> HOW TO COMPLETE THIS TASK: The lines you return should be those containing the string "Oxygen", taken from the data below.

> DATA EXCERPTS:
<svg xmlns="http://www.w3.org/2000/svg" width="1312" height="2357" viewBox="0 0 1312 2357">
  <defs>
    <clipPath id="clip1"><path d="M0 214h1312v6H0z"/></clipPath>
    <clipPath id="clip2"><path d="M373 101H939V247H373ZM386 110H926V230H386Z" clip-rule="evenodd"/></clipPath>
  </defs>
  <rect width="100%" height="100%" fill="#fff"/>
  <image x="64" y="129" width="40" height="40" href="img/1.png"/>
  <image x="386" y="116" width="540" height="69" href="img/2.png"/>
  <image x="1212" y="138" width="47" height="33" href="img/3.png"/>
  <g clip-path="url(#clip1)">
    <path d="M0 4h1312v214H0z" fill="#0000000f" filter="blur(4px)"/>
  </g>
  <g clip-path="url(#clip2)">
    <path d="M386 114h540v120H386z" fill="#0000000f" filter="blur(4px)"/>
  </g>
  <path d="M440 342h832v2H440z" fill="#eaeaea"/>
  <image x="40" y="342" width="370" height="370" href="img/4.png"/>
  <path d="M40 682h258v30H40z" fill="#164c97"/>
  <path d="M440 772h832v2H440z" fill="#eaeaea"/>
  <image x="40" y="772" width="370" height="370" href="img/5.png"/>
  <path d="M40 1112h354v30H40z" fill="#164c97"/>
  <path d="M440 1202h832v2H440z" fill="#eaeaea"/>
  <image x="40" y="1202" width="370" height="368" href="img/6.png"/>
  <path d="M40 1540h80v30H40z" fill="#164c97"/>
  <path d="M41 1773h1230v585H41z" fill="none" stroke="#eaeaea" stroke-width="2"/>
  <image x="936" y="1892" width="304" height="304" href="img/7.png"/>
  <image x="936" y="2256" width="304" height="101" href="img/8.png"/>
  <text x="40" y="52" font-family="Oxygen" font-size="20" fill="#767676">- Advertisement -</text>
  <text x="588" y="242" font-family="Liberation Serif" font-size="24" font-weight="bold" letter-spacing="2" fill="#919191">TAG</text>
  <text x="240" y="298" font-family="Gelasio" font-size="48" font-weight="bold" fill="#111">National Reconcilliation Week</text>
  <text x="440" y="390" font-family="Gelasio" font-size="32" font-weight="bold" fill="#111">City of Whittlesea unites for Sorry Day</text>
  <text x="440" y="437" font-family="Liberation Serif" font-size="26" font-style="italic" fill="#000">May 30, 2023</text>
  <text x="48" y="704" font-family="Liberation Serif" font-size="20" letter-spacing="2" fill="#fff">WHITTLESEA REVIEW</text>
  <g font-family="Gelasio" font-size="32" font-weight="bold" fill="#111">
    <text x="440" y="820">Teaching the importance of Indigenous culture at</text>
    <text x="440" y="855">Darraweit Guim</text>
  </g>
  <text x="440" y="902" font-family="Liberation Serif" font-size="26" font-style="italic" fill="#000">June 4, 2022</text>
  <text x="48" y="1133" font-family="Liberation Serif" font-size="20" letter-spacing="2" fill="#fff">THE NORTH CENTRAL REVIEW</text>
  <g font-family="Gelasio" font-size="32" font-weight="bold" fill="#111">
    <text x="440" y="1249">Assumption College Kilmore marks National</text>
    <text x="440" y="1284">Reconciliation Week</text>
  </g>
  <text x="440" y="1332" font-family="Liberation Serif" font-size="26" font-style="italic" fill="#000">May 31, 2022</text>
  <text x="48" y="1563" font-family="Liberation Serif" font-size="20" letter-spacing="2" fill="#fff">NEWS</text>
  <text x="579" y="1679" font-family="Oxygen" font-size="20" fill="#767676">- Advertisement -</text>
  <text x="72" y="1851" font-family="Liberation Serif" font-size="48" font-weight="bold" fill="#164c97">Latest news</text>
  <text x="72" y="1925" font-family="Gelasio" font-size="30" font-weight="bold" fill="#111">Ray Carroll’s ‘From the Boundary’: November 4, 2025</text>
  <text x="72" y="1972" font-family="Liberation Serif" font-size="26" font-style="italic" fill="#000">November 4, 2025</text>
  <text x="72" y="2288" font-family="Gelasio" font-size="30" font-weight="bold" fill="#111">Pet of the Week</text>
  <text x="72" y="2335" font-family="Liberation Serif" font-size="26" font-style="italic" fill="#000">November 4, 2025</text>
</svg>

> RESPONSE TO THIS TASK:
  <text x="40" y="52" font-family="Oxygen" font-size="20" fill="#767676">- Advertisement -</text>
  <text x="579" y="1679" font-family="Oxygen" font-size="20" fill="#767676">- Advertisement -</text>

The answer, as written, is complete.